◆ **What is required**:
In the copy, include every entry exactly but none of the pictures.

=== Section Start ===

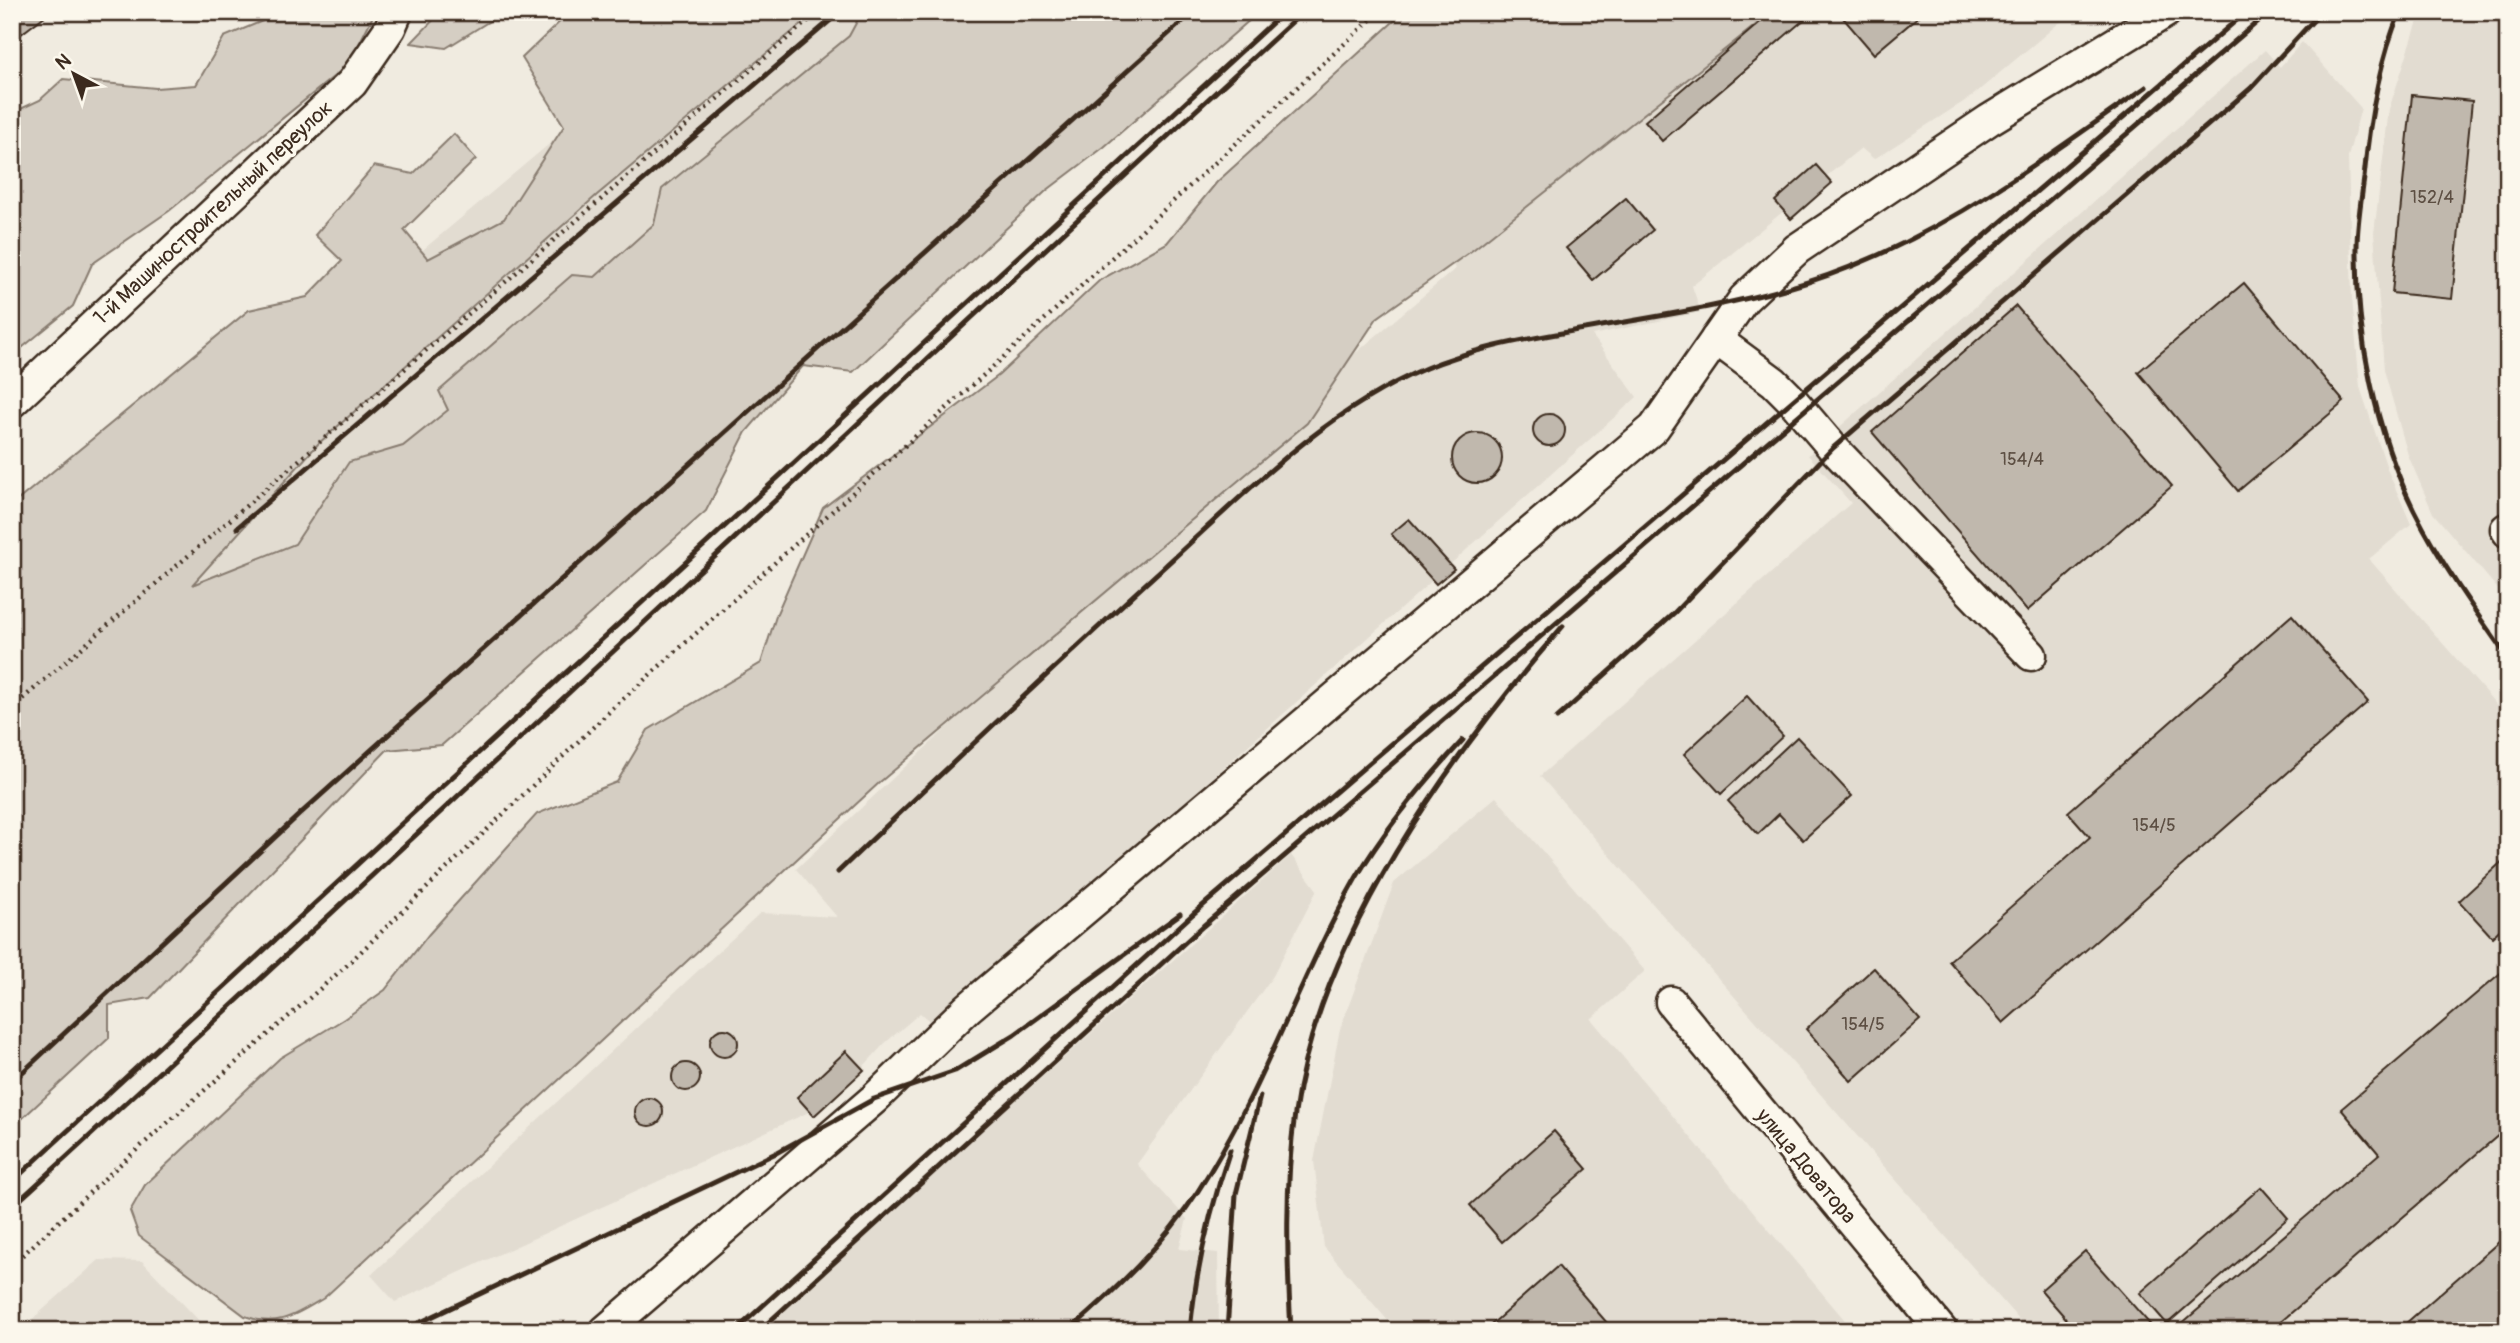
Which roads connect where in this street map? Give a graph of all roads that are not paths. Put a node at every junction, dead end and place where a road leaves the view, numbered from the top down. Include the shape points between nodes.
1 (397, 12) edge
2 (2166, 12) edge
3 (1716, 339) junction
4 (12, 402) edge
5 (2031, 655) dead end
6 (1671, 1002) dead end
7 (605, 1331) edge
8 (1942, 1331) edge

1 - 4 street, 1-й Машиностроительный переулок via 352,83
2 - 3 street via 1989,120 1797,249 1744,299
3 - 5 street via 1792,400 1833,449
3 - 7 street via 1654,428 968,1008 874,1099
6 - 8 street, улица Доватора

=== Section End ===

◆ **Answer to this task**:
Which roads connect where in this street map? Give a graph of all roads that are not paths. Put a node at every junction, dead end and place where a road leaves the view, numbered from the top down. Include the shape points between nodes.
1 (397, 12) edge
2 (2166, 12) edge
3 (1716, 339) junction
4 (12, 402) edge
5 (2031, 655) dead end
6 (1671, 1002) dead end
7 (605, 1331) edge
8 (1942, 1331) edge

1 - 4 street, 1-й Машиностроительный переулок via 352,83
2 - 3 street via 1989,120 1797,249 1744,299
3 - 5 street via 1792,400 1833,449
3 - 7 street via 1654,428 968,1008 874,1099
6 - 8 street, улица Доватора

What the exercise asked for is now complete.